看代码的实现方式，当Flask的配置SECRET_KEY为None，session将会是不可用。默认为NullSession的实例，此对象将不能进行任何操作。当我们启用session时，即SECRET_KEY不为None，此时我们的session将在response返回给客户端是进行save_session操作，即下面的逻辑：

class Flask(_PackageBoundObject):
    def process_response(self, response):
        ctx = _request_ctx_stack.top
        bp = ctx.request.blueprint
        funcs = ctx._after_request_functions
        if bp is not None and bp in self.after_request_funcs:
            funcs = chain(funcs, reversed(self.after_request_funcs[bp]))
        if None in self.after_request_funcs:
            funcs = chain(funcs, reversed(self.after_request_funcs[None]))

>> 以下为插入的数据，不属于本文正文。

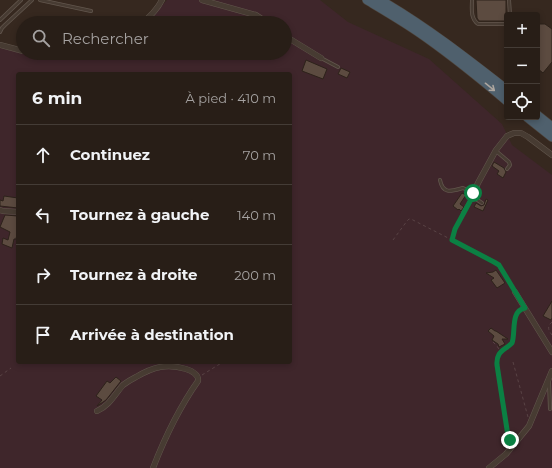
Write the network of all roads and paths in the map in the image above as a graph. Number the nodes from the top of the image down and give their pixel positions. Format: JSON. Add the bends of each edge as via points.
{"nodes":[{"id":1,"x":22,"y":0,"type":"edge"},
{"id":2,"x":32,"y":0,"type":"edge"},
{"id":3,"x":40,"y":0,"type":"edge"},
{"id":4,"x":162,"y":0,"type":"edge"},
{"id":5,"x":202,"y":0,"type":"edge"},
{"id":6,"x":367,"y":0,"type":"edge"},
{"id":7,"x":380,"y":0,"type":"edge"},
{"id":8,"x":472,"y":0,"type":"edge"},
{"id":9,"x":509,"y":0,"type":"edge"},
{"id":10,"x":91,"y":11,"type":"dead end"},
{"id":11,"x":510,"y":12,"type":"edge"},
{"id":12,"x":150,"y":16,"type":"edge"},
{"id":13,"x":258,"y":16,"type":"edge"},
{"id":14,"x":0,"y":20,"type":"edge"},
{"id":15,"x":504,"y":24,"type":"edge"},
{"id":16,"x":0,"y":32,"type":"edge"},
{"id":17,"x":292,"y":40,"type":"edge"},
{"id":18,"x":0,"y":46,"type":"edge"},
{"id":19,"x":16,"y":49,"type":"edge"},
{"id":20,"x":321,"y":58,"type":"joint"},
{"id":21,"x":338,"y":67,"type":"dead end"},
{"id":22,"x":504,"y":88,"type":"edge"},
{"id":23,"x":504,"y":99,"type":"edge"},
{"id":24,"x":540,"y":117,"type":"edge"},
{"id":25,"x":530,"y":120,"type":"edge"},
{"id":26,"x":552,"y":127,"type":"edge"},
{"id":27,"x":552,"y":137,"type":"edge"},
{"id":28,"x":496,"y":150,"type":"junction"},
{"id":29,"x":552,"y":155,"type":"edge"},
{"id":30,"x":507,"y":169,"type":"dead end"},
{"id":31,"x":440,"y":180,"type":"dead end"},
{"id":32,"x":472,"y":196,"type":"junction"},
{"id":33,"x":482,"y":203,"type":"dead end"},
{"id":34,"x":0,"y":210,"type":"edge"},
{"id":35,"x":16,"y":212,"type":"edge"},
{"id":36,"x":463,"y":213,"type":"joint"},
{"id":37,"x":392,"y":240,"type":"dead end"},
{"id":38,"x":452,"y":240,"type":"junction"},
{"id":39,"x":515,"y":292,"type":"joint"},
{"id":40,"x":522,"y":309,"type":"junction"},
{"id":41,"x":552,"y":322,"type":"edge"},
{"id":42,"x":552,"y":335,"type":"edge"},
{"id":43,"x":493,"y":342,"type":"dead end"},
{"id":44,"x":501,"y":352,"type":"junction"},
{"id":45,"x":552,"y":352,"type":"edge"},
{"id":46,"x":512,"y":362,"type":"dead end"},
{"id":47,"x":219,"y":364,"type":"edge"},
{"id":48,"x":11,"y":368,"type":"dead end"},
{"id":49,"x":552,"y":371,"type":"edge"},
{"id":50,"x":0,"y":376,"type":"edge"},
{"id":51,"x":198,"y":378,"type":"junction"},
{"id":52,"x":549,"y":378,"type":"junction"},
{"id":53,"x":550,"y":409,"type":"dead end"},
{"id":54,"x":97,"y":411,"type":"dead end"},
{"id":55,"x":527,"y":420,"type":"dead end"},
{"id":56,"x":512,"y":440,"type":"dead end"},
{"id":57,"x":152,"y":468,"type":"edge"},
{"id":58,"x":489,"y":468,"type":"edge"}],
"edges":[{"from":1,"to":14,"type":"lane"},
{"from":2,"to":16,"type":"lane"},
{"from":3,"to":10,"type":"lane"},
{"from":4,"to":12,"type":"street"},
{"from":5,"to":13,"type":"street"},
{"from":6,"to":23,"type":"highway","one_way":true,"via":[[426,37]]},
{"from":7,"to":22,"type":"highway","via":[[453,48]]},
{"from":8,"to":15,"type":"lane","via":[[472,13],[476,23]]},
{"from":9,"to":11,"type":"lane"},
{"from":17,"to":20,"type":"street"},
{"from":18,"to":19,"type":"street"},
{"from":20,"to":21,"type":"lane"},
{"from":24,"to":26,"type":"highway"},
{"from":25,"to":27,"type":"highway"},
{"from":28,"to":29,"type":"street","via":[[507,136],[521,133]]},
{"from":28,"to":30,"type":"lane","via":[[509,162]]},
{"from":28,"to":32,"type":"street"},
{"from":31,"to":32,"type":"lane","via":[[442,187],[449,191],[463,188]]},
{"from":32,"to":33,"type":"lane"},
{"from":32,"to":36,"type":"lane"},
{"from":34,"to":35,"type":"street"},
{"from":36,"to":38,"type":"path"},
{"from":37,"to":38,"type":"path","via":[[411,219]]},
{"from":38,"to":39,"type":"path","via":[[499,265]]},
{"from":39,"to":40,"type":"street"},
{"from":40,"to":44,"type":"path","via":[[515,319],[512,343]]},
{"from":40,"to":45,"type":"street"},
{"from":41,"to":42,"type":"path","via":[[548,326]]},
{"from":43,"to":44,"type":"path"},
{"from":44,"to":56,"type":"path","via":[[497,365],[508,436]]},
{"from":46,"to":55,"type":"path"},
{"from":47,"to":51,"type":"path"},
{"from":48,"to":50,"type":"path"},
{"from":49,"to":52,"type":"street"},
{"from":51,"to":54,"type":"street","via":[[194,372],[177,367],[159,367],[126,383]]},
{"from":51,"to":57,"type":"street","via":[[186,397]]},
{"from":52,"to":53,"type":"lane"},
{"from":52,"to":58,"type":"street","via":[[529,426],[506,454]]}]}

        for handler in funcs:
            response = handler(response)
        if not self.session_interface.is_null_session(ctx.session):
            self.session_interface.save_session(self, ctx.session, response)
        return response

可以看到我们对cookie的修改将会在cookie未过期之前一直保留，并通过itsdangerous库进行序列化和反序列化。至此session的基本逻辑已介绍完毕，具体的代码还需要我仔细去读才能理解。